This pairing of one-act plays about the vicarious participation of critics in the theatre business was last seen on the vast Olivier stage 25 years ago; it works much better in the compact Minerva, though Jonathan Church and Sean Foley's joint production seems over-anxious to be funny.
One consequence of this is that Foley, for instance, who plays a wheelchair-bound major in Stoppard's country-house thriller spoof, and a poodle-wigged ninny, Sir Fretful Plagiary, in the Sheridan fracas, is sometimes registering a reaction before he's received the prompt for it.
But he does, at least, make a sly connection between the plays that has not been made before: "trim-buttocked" is a gloating epithet dispensed by the critics in The Real Inspector Hound; Foley can be so described when Sir Fretful's cloak slips beneath waist level in The Critic's patriotic pageant.
Mooning in Chichester: whatever next? Both plays satirise theatrical mannerisms of the day in a "play-within-a-play". Mr Puff's "catastrophe" is a fantasy staging of the Spanish Armada, with designer Ruari Murchison creating a mini-fleet of galleons sailing up the Thames, Britannia ruling the waves in a steel helmet and one poor critic, Derek Griffiths's supercilious Sneer, suspended on top of the world while the scenery collapses.
The critics are drawn into action more subtly in the Stoppard, Nicholas Le Prevost's smoothie-chops Birdboot picking up a telephone on the set ("I told you never to ring me at work") and Richard McCabe's chaotically untidy, second-string Moon, assuming a leading role soon afterwards.

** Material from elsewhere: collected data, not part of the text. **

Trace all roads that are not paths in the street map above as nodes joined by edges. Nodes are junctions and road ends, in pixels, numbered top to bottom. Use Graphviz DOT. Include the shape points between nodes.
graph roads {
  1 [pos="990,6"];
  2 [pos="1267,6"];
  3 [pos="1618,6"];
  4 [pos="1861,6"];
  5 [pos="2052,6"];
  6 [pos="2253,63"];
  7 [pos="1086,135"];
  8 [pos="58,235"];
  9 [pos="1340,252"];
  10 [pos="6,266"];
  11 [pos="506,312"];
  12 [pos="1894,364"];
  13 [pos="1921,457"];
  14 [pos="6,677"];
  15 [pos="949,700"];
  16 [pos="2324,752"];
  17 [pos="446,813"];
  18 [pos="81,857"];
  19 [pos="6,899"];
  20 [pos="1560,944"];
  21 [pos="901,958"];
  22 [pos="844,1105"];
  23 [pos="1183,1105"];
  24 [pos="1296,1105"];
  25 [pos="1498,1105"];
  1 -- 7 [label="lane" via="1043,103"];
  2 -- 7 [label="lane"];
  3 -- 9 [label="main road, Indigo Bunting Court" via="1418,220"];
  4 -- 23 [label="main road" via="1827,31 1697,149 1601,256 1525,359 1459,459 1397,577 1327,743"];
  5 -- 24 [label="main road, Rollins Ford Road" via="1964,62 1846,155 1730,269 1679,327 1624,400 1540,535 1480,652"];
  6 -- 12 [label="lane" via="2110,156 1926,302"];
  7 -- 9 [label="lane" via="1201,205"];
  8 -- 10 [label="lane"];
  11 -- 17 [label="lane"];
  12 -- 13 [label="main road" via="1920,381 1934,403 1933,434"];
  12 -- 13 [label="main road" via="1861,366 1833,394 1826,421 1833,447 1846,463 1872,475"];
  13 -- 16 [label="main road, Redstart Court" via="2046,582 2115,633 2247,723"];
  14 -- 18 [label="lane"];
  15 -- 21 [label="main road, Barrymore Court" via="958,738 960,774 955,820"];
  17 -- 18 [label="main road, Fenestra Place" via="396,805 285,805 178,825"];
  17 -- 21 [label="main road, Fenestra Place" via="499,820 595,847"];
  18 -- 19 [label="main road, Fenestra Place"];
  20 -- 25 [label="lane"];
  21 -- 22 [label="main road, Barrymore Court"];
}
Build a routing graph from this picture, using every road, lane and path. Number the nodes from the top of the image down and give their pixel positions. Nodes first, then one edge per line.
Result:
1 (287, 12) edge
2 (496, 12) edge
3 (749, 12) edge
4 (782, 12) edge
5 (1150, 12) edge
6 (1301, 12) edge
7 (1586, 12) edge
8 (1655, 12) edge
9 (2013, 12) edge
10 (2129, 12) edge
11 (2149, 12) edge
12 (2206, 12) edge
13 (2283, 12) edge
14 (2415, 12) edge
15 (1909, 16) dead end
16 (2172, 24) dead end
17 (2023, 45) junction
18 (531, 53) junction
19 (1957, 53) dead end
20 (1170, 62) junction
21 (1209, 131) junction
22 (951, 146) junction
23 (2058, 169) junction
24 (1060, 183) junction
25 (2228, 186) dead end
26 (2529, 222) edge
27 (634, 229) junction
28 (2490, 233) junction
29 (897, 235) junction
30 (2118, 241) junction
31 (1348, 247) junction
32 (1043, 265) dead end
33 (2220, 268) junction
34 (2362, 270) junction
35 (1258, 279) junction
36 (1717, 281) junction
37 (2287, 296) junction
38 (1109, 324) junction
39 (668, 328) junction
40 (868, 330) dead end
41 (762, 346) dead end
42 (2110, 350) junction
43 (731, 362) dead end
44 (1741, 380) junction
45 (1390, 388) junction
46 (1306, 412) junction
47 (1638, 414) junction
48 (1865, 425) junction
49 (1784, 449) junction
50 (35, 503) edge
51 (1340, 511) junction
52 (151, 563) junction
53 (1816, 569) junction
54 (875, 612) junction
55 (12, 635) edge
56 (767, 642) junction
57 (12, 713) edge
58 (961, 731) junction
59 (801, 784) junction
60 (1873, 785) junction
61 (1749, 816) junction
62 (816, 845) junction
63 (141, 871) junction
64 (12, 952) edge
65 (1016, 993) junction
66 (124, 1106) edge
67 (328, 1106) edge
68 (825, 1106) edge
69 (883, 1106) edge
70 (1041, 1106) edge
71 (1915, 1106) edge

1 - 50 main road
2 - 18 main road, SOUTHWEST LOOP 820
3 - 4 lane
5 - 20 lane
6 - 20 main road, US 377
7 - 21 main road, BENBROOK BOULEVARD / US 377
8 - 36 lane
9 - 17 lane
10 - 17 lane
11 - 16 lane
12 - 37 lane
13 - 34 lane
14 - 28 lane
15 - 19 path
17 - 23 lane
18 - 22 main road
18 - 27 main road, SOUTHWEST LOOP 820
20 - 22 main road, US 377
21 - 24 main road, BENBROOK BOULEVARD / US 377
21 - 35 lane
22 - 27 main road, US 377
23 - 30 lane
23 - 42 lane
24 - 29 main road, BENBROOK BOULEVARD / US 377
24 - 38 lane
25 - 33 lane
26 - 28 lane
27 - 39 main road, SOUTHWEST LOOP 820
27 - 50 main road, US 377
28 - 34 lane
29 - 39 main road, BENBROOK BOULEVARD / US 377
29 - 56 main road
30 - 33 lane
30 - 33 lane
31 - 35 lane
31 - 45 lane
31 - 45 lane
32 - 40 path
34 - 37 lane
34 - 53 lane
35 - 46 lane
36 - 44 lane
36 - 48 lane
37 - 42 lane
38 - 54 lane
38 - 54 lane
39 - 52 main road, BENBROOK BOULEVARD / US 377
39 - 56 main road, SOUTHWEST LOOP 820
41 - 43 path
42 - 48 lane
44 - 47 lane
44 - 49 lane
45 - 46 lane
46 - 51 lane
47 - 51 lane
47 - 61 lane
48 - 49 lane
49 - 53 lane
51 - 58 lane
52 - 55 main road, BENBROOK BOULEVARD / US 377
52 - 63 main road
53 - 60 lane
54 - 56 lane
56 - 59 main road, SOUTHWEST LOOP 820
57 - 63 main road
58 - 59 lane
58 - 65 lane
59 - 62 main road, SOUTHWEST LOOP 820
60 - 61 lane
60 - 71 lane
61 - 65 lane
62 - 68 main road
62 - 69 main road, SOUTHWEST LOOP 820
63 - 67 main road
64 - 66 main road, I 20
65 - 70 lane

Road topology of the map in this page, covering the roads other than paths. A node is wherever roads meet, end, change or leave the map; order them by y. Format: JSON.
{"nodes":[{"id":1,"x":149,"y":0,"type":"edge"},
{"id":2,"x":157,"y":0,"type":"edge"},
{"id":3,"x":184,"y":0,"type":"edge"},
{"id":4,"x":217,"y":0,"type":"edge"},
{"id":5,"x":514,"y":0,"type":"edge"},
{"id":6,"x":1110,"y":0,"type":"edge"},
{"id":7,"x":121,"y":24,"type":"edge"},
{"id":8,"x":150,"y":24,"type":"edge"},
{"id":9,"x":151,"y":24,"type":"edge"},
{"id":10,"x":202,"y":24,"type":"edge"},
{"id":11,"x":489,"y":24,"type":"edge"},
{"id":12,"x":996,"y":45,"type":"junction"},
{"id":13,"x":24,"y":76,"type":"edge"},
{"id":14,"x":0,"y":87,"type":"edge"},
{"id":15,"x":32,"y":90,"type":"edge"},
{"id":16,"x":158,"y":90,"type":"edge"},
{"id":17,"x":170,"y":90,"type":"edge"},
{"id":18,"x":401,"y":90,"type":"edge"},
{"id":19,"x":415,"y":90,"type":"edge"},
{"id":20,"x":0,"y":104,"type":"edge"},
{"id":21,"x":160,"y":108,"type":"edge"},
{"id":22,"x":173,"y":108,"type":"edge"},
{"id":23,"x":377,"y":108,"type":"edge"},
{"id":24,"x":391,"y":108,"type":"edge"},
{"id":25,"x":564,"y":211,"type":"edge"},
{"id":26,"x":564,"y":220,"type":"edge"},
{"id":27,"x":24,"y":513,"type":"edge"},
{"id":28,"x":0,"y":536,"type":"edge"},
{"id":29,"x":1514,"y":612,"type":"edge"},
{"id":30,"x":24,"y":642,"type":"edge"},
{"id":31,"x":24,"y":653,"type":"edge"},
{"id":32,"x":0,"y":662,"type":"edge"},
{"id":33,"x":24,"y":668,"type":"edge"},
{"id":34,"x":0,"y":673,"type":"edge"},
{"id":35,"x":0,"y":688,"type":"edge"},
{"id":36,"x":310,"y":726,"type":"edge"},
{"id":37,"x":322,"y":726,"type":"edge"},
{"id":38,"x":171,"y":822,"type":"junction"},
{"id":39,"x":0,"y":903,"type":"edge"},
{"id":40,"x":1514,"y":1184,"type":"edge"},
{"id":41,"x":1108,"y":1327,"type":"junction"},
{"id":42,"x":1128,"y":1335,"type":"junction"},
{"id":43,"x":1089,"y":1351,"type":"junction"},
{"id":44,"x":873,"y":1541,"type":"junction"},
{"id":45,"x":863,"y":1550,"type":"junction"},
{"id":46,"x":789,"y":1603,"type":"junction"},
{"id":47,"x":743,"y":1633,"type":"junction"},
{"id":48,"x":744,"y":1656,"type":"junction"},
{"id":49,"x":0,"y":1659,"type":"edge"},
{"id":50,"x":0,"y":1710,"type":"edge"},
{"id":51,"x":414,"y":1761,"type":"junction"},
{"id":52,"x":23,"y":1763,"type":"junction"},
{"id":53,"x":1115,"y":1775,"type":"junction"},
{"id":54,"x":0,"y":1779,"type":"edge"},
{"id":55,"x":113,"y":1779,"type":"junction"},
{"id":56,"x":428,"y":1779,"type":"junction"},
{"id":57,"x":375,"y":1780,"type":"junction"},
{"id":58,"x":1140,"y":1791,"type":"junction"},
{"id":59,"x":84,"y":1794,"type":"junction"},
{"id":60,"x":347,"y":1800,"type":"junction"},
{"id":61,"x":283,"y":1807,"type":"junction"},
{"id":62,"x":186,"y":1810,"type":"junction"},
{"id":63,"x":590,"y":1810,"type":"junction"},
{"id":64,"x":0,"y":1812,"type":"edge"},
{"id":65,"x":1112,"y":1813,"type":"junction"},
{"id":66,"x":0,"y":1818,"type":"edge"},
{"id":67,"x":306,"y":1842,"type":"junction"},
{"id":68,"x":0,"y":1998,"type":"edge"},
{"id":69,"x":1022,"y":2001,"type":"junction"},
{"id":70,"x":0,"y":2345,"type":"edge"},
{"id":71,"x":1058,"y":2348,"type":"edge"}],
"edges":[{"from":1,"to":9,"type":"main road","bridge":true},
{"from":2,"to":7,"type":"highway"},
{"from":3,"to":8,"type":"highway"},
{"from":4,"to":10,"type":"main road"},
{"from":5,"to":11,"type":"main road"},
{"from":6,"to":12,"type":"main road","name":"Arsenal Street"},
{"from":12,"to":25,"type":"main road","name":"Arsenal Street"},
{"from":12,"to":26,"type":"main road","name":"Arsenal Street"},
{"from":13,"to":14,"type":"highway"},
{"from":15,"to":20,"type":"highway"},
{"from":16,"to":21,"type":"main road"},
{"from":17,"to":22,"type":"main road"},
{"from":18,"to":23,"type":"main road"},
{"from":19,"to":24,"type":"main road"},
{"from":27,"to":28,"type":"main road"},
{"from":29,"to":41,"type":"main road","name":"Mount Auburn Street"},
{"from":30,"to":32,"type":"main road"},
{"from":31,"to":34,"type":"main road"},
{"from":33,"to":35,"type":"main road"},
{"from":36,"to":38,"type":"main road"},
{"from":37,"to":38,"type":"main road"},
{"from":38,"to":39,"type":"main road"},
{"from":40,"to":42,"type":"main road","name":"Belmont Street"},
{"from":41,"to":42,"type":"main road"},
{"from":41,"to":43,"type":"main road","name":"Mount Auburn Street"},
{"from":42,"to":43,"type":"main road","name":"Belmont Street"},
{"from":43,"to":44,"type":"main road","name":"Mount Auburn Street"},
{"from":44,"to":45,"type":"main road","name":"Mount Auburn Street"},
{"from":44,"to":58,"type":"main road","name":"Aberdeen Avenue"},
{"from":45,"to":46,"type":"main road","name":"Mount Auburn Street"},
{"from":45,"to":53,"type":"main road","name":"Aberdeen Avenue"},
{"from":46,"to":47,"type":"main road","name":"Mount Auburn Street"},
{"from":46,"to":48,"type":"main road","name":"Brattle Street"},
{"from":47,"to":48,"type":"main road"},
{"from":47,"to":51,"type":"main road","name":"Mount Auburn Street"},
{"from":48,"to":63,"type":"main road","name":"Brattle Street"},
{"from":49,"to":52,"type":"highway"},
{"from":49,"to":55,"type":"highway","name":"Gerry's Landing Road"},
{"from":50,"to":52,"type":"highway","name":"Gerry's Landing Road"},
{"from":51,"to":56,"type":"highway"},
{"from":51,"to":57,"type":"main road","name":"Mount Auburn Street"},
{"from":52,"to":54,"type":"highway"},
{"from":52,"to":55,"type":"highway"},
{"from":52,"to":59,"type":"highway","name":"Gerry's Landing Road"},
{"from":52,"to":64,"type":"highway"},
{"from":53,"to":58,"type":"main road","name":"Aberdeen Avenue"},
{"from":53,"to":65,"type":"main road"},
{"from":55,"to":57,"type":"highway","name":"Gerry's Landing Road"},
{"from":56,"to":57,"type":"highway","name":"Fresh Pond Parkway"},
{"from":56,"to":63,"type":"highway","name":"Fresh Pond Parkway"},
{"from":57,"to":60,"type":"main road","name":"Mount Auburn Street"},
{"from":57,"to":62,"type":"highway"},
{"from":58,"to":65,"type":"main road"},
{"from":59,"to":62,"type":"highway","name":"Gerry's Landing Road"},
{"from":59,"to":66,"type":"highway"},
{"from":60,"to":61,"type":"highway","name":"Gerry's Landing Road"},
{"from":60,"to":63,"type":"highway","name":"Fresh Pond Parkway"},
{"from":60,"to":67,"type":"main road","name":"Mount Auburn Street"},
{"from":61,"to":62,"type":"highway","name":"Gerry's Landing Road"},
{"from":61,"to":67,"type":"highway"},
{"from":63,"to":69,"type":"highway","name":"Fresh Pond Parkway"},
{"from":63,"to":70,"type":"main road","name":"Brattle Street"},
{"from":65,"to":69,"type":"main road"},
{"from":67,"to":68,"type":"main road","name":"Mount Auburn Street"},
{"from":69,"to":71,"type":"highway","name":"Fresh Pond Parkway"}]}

Le Prevost doubles in the Sheridan as Dangle, reading news of an imminent coalition, and the last government's failures, before declaring an interest only in theatrical politics. McCabe's critic with an arthritic walk unbends magnificently as the irrepressible Puff, listing his varieties of "puff" like an embryonic, much wittier, Max Clifford.
The Stoppard spoof is ferociously well done by Joe Dixon, Sophie Bould and Hermione Gulliford, with Una Stubbs delightful in both plays, first as Mrs Drudge then as a bird-brained Mrs Dangle in Sheridan's satirical attack on a long-forgotten, ineffective foreign policy.